I had the honor of sharing her last day with her. A dear friend wrote me and said, “Be ever so present right now. This is part of our journey on this earth and it is sad but also miraculous if we allow that level of understanding and insight.” I was present and during that day I got to watch the manifestation of the love her husband and children shared with and for her. It was a love which sprung from the depths of a divine humanity and it glimmered with a palpability that brought its own breath. It is a love that could only proliferate even in her passing. We all were literally uplifted in its presence.

And it could be no other way. For as she said to her son a mere hours before she passed, “Our connection is pure love.” Twas always thus, and thus shall always be.

This is Margeaux and Brian.

Margeaux is Nancy’s niece and one of those to whom Nancy was a mother. Brian is the daddy to that treasure they are holding together. That little treasure is a baby boy named Owen and this is about one month before his due date of January 3rd, 2017

Margeaux had a very special relationship with her Auntie Nancy and in her “condition” she was deemed “unable” to travel the 1500 miles to attend her services. This was found to be unacceptable.

“Our connection is pure love.”

Her and Brian boarded a plane and made the 1500 mile flight, to say goodbye to her Auntie Nancy and to be with us all. We laughed, we cried, we held on to each other and through a rain, the likes of which we have never known…we danced.

And we watched the love that was Nancy uplift thousands of people. We saw it in the people who stood in an hour long line to simply stop and pay their respects. We saw it in a full church who came to pray and listen to those who loved her so, tell of her unconquerable spirit and undying love. And we were touched by it from a community’s outpouring of kindness, love and support.
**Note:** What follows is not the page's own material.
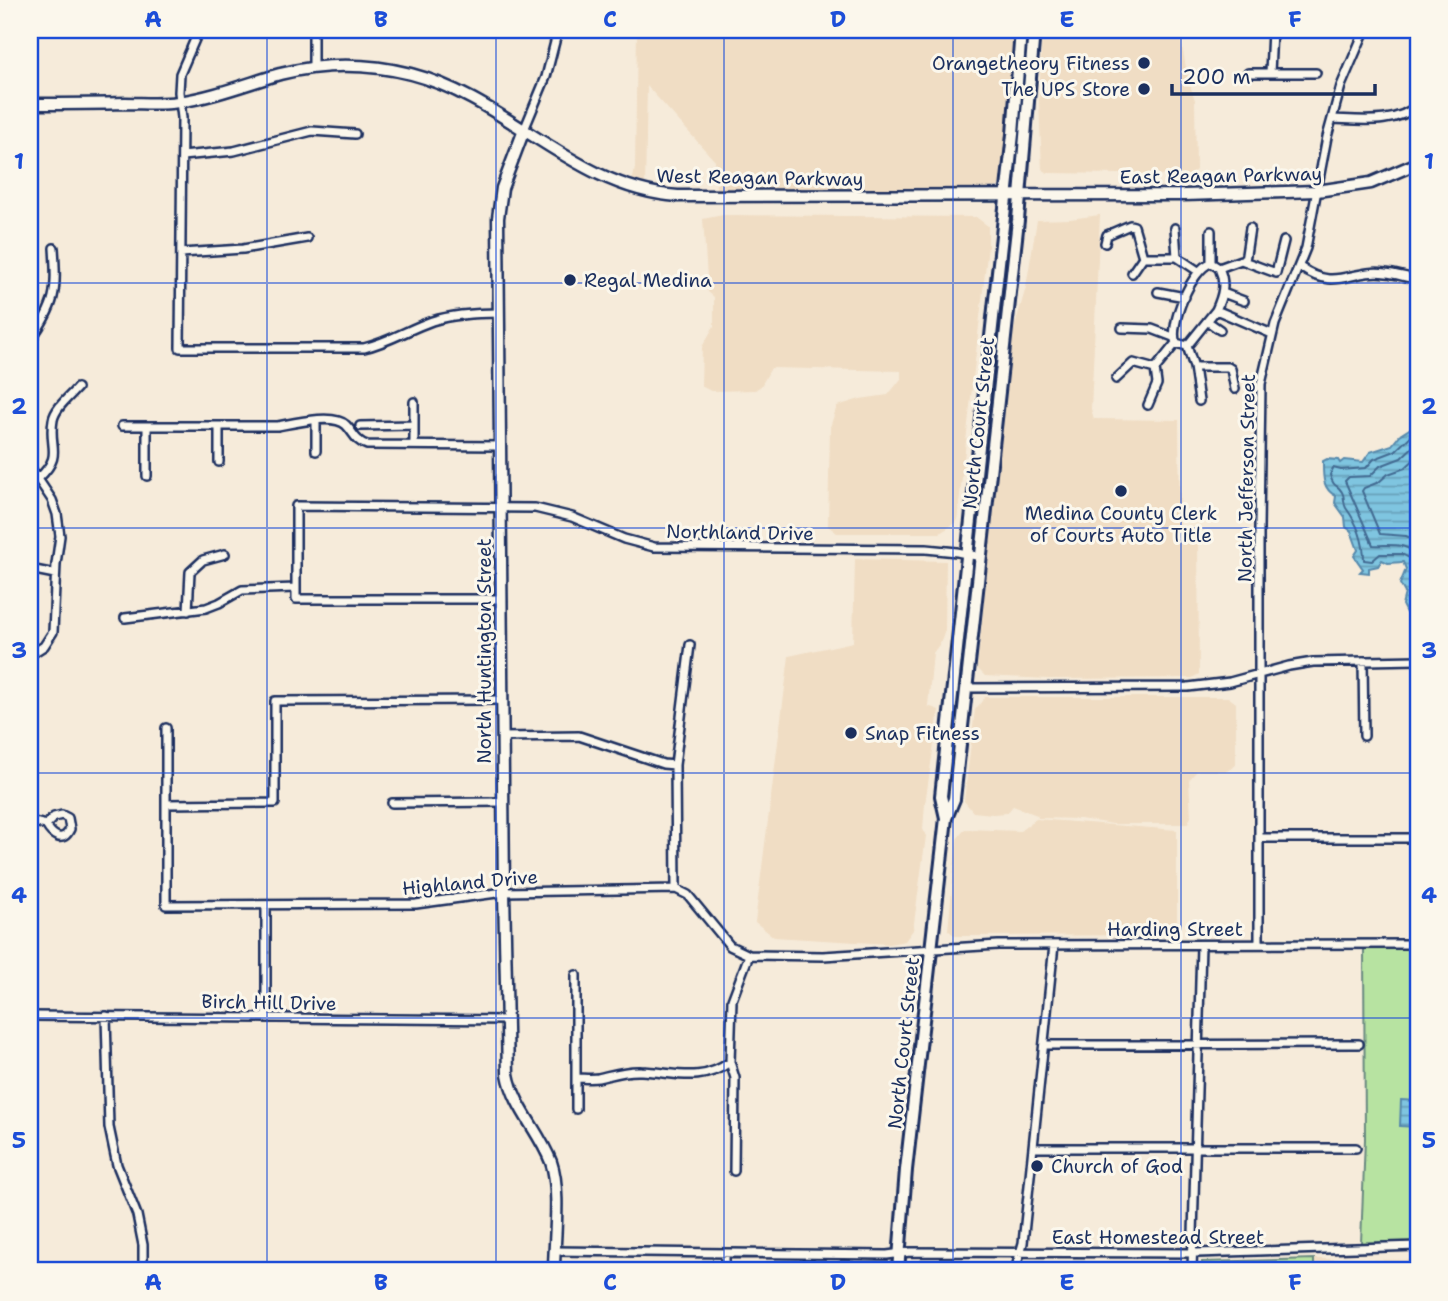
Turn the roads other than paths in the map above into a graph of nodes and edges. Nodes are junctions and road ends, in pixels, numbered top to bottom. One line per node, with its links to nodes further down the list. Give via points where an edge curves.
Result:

This is Kristi and that’s Margeaux behind her wearing glasses.

Kristi and Margeaux have been pals since they were little kids splashing in the waves of the Atlantic Ocean on Cahoon Hollow Beach in Wellfleet MA. Kristi’s birthday is December 30th. When Margeaux got the word that her due date was January 3rd, she said to me, “this baby is going to be born on Kristi’s birthday.”

On December 23rd, the day after Auntie Nancy’s funeral, Brian and Margeaux flew home to Florida. We communicated daily and late in the evening of December 29th, I received the following message. ” I think my water just broke.”

Owen Raymond Imperiale arrived at 3:57 am on December 30, 2016. Happy Birthday Kristi.

It is said that the hour between 3 and 4 am is the hour when the curtain between the spiritual world and those of us fumbling around here on earth is at it’s thinnest. Auntie Nancy was, in Margeaux’s words, “everywhere.”

“Our connection is pure love.”


Little Owen is a happy little fellow who has no idea the special position he holds in our family. But he will come to understand and know all about the love that is his great Auntie Nancy. How could he not?

“Our connection is pure love.”

French philosopher and Poet Alphonse de Lamartine once wrote, “Grief knits two hearts in closer bonds than happiness ever can, and common sufferings are far stronger links than common joys.”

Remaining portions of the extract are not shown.